Stearns began a long teaching career at the College of St. Catherine in Saint Paul, Minnesota. She chaired the English Department at Belmont Hill School, an independent school in Belmont, Massachusetts, and in 2014 was named Writer in Residence at The Roxbury Latin School in Boston. In 2008, as a Preceptor in Harvard’s Writing Program, she received a Certificate of Excellence and Distinction in Teaching from the Derek Bok Center. She lives in South Natick, Massachusetts, with her husband Richard Klug, a film director and cinematographer.

Her first book, The Transparency of Skin (New Rivers Press, 1988), was a Minnesota Voices Project Winner and a finalist for the Minnesota Book Awards. Her chapbook Then & Again, winner of the Elyse Wolf Prize, was published by Slate Roof Press in 2018. Her most recent book, Out Toward Morning, the winner of the Off the Grid Poetry Prize, judged by John Yau, was published by Grid Books September, 2026.

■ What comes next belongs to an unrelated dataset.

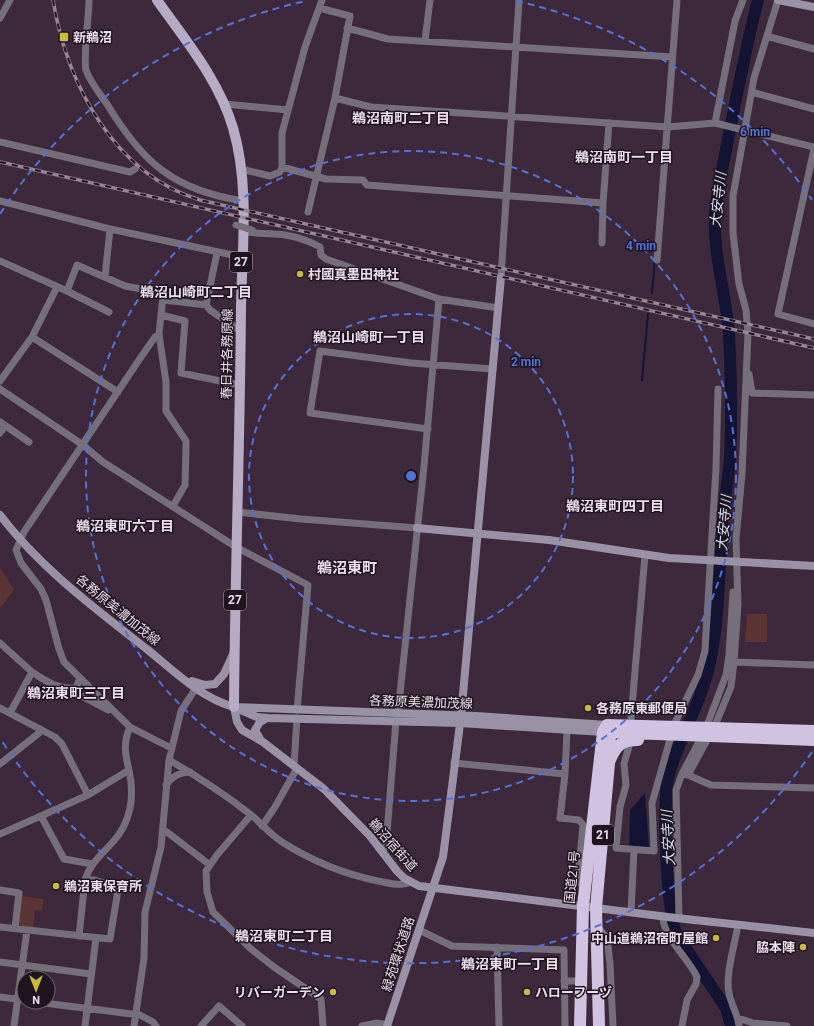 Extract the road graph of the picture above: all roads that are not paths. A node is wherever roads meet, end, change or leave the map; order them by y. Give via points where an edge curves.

Her poems have been published in literary journals including The Yale Review, Southwest Review, Salamander, The New Ohio Review, and North American Review. Her poems have been featured on Poetry Daily and in American Life in Poetry. Her work has been anthologized in a collection of British and American Poetry and in The House on Via Gambito, writing by American Women Abroad.

==Awards and honors==
Her honors include grants and awards from the Iowa Arts Council, the Loft-McKnight Foundation, the Dana Award, the Massachusetts Cultural Council and the Off the Grid Poetry Prize.

==Works==
- Out Toward Morning. Off the Grid Books. ISBN 978-1-946830-46-3

- Then & Again. Slate Roof Press. February 2018. ISBN 978-1-64255-798-5
- "The Transparency of Skin" (1988)

==Anthologies==
- Harriet Semmes Alexander (1995). "American and British Poetry: 1979-1990"
- Jonis Agee (1984). "Border crossings: a Minnesota Voices Project Reader"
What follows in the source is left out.